僕は近くにあった、革で装丁された分厚い本を両手で持ち上げ、振り下ろした。
嫌な感触がして、相手は平らになる。

「すごい……本で倒してしまうなんて。ゴブリ」
「ゴキブリはちゃんととどめを刺さないと。
1匹いると10匹いると言いますからね」
「確かに。でもゴキブリ? あなたの地方の呼び方ですか?」
「むしろあれの正確な呼び方がゴキブリです」

僕は断固として断言する。
一方ラケルは感心したように溜息をついた。
「専門家なんですね。
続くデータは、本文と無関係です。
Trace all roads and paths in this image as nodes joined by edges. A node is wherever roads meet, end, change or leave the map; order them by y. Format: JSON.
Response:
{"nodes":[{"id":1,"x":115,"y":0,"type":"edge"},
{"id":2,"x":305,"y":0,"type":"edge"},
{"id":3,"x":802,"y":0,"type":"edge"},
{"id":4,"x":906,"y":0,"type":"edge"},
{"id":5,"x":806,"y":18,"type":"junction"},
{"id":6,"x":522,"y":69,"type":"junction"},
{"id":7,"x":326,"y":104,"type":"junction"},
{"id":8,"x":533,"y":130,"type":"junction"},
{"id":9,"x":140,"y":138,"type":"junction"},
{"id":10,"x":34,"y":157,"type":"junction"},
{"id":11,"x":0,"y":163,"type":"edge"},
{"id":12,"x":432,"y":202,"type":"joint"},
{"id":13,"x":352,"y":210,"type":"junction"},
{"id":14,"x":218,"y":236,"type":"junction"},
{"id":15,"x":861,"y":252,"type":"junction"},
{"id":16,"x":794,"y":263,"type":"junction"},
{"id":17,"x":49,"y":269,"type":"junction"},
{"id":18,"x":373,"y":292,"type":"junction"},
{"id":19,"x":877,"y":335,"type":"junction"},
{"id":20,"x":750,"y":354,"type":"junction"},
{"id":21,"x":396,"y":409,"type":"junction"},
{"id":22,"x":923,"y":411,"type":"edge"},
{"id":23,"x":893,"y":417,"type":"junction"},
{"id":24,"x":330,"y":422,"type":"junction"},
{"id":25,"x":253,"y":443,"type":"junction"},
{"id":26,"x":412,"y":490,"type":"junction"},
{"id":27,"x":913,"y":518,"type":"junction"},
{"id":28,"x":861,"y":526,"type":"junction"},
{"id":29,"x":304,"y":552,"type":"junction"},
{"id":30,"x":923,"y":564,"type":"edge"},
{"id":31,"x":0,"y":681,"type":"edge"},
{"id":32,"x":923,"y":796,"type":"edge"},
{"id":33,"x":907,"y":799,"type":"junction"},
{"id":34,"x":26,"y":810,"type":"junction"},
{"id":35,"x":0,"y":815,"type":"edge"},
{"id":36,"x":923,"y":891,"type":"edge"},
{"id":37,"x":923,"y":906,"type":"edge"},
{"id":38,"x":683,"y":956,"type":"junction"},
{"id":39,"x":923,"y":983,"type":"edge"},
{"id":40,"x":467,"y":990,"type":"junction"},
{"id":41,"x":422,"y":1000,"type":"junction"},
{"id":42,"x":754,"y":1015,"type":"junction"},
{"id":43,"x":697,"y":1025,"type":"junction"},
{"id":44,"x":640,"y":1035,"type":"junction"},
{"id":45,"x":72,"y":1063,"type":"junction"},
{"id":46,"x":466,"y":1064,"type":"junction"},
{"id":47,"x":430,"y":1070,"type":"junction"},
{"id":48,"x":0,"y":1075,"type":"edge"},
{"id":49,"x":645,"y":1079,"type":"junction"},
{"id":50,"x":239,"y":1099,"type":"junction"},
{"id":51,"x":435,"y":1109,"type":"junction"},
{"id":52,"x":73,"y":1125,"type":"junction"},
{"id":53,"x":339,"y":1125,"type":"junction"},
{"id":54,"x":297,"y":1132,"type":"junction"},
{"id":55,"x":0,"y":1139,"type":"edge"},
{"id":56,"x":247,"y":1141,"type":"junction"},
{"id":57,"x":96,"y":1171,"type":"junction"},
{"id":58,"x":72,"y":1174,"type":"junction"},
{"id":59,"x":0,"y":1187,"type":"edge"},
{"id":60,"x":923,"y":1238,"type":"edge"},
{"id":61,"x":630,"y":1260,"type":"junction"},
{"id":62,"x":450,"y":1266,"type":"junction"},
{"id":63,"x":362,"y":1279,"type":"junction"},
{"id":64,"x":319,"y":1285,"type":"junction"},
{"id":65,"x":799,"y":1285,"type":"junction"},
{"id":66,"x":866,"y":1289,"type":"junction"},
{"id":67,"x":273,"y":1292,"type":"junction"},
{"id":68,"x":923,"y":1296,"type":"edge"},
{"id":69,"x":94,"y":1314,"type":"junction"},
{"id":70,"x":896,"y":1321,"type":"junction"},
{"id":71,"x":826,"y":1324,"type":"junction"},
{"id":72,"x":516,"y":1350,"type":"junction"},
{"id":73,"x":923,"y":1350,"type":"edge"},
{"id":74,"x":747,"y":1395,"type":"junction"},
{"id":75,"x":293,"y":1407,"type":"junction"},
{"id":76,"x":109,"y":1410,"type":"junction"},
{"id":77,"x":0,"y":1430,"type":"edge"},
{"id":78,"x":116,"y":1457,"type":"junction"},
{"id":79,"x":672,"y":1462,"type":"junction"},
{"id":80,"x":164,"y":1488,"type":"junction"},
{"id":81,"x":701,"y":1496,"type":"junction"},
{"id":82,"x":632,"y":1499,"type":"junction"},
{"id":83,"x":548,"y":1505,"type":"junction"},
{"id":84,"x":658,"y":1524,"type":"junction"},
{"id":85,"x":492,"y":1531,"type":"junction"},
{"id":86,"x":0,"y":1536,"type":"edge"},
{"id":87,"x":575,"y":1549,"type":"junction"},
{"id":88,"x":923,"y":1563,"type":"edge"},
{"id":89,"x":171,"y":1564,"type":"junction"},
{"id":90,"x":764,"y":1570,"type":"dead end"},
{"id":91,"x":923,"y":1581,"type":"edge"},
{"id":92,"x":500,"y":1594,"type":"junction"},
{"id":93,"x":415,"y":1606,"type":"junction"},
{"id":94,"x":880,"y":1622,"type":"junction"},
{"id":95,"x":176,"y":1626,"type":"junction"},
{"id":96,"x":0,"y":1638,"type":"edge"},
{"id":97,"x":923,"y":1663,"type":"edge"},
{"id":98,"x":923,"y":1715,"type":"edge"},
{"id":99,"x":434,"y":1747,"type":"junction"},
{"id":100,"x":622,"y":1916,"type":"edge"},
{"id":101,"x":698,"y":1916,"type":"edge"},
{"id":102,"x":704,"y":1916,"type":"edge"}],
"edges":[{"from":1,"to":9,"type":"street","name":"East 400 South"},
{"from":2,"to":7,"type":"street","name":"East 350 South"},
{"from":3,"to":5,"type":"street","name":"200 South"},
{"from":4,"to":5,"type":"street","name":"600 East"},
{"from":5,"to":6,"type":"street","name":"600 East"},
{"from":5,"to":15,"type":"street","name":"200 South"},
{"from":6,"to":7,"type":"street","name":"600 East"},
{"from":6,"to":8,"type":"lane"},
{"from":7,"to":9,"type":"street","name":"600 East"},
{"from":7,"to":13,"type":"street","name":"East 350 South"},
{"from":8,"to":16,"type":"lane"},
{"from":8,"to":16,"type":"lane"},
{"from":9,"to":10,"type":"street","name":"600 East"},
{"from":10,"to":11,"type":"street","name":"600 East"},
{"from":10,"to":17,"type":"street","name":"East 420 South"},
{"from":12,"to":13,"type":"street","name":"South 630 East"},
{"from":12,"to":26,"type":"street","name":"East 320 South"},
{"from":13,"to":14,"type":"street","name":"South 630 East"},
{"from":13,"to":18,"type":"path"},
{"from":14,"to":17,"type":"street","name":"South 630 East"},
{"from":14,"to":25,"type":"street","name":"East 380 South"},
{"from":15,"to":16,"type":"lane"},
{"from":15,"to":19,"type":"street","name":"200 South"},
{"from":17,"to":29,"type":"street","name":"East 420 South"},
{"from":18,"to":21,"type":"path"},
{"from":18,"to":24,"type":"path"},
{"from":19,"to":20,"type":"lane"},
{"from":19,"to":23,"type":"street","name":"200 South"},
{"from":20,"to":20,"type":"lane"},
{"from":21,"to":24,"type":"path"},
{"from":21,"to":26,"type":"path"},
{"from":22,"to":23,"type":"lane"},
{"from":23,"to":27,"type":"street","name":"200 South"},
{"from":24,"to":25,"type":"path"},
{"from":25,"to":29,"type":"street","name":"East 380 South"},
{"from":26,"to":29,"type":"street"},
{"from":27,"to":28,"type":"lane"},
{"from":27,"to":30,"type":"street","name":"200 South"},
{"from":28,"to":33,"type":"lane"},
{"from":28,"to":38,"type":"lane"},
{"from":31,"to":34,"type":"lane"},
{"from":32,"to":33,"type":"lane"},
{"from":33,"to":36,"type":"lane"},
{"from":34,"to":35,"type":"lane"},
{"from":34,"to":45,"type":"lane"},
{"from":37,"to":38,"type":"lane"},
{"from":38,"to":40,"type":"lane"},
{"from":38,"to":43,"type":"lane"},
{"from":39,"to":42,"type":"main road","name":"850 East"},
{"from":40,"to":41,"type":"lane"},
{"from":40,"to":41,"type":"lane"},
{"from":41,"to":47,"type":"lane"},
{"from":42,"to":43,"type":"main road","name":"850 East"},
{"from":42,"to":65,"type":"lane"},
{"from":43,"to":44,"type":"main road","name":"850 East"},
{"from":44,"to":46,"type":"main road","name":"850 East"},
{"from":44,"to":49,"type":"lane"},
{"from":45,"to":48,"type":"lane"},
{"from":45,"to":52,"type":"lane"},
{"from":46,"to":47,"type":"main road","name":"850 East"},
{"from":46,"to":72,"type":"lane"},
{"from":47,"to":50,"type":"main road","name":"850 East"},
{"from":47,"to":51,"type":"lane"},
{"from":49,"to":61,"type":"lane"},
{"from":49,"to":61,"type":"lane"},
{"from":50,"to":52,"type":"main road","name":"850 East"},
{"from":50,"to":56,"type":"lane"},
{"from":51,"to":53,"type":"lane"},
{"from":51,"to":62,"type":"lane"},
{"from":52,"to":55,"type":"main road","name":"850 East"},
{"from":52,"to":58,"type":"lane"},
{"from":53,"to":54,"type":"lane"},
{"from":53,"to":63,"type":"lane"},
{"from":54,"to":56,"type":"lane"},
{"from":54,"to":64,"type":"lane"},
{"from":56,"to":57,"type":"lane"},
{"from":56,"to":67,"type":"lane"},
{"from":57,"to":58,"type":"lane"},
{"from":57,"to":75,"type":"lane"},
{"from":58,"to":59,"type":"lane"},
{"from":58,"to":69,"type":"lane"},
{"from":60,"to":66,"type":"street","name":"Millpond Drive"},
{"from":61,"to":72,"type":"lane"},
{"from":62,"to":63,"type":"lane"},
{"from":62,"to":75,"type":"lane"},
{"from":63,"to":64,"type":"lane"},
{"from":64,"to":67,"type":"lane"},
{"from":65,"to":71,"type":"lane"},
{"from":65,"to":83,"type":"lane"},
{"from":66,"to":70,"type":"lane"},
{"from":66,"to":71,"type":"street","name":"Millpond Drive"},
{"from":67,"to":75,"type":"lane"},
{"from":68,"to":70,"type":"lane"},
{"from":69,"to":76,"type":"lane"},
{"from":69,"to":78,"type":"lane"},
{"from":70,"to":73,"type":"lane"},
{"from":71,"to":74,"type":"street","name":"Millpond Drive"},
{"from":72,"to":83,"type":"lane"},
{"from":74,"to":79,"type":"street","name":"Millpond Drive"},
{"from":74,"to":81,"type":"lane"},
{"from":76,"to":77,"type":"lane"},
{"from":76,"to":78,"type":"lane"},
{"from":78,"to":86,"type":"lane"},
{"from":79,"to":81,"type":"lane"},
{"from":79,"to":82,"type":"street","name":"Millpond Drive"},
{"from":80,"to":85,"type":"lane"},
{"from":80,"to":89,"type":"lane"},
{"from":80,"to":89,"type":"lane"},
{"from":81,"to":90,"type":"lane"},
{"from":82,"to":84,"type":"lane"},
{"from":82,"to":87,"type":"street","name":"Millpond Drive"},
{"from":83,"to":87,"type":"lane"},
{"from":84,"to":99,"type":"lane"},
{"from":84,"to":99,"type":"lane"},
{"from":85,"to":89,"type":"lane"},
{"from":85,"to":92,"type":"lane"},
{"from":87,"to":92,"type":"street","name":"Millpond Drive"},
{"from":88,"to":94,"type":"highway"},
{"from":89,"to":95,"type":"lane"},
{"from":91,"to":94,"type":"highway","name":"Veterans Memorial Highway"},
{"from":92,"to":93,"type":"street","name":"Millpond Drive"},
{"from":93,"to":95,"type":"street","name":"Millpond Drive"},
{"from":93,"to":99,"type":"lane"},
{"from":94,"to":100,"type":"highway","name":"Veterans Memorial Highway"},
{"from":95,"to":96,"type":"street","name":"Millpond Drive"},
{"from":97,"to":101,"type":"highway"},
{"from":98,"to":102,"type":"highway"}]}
本一冊で仕留めるの、初めて見ました。
騎士団長でもできないかも」
「僕は専門家です」
僕はそう偽ることに決め、続けた。

「ゴキブリとその倒し方を広めてください。
よく効くと言われているのが氷温、熱湯、そして物理的に潰すことなんで、周知をお願いします」
「氷温熱湯は勉強になるけど、あなたみたいに潰せる人はいませんよ!」

「そうですか。僕の地元では、丸めた紙で叩く人もいましたよ」

僕はさらに侵入してきたもう一匹に向けて、本を振り下ろす。
腰くらいの身長があるゴキブリは、厚さ3mmの、床に貼りつく染みになった。

「とんでもない地元……」
ラケルは一度眉根を寄せたが、
「いえ……あなたの強さに納得できました。世界は広いですね」
「でも1つです。つまりここは異世界じゃない」
「……? はい」

ゴブリンなんていない。
なぜなら僕は転生していないし、ここは異世界ではないからだ。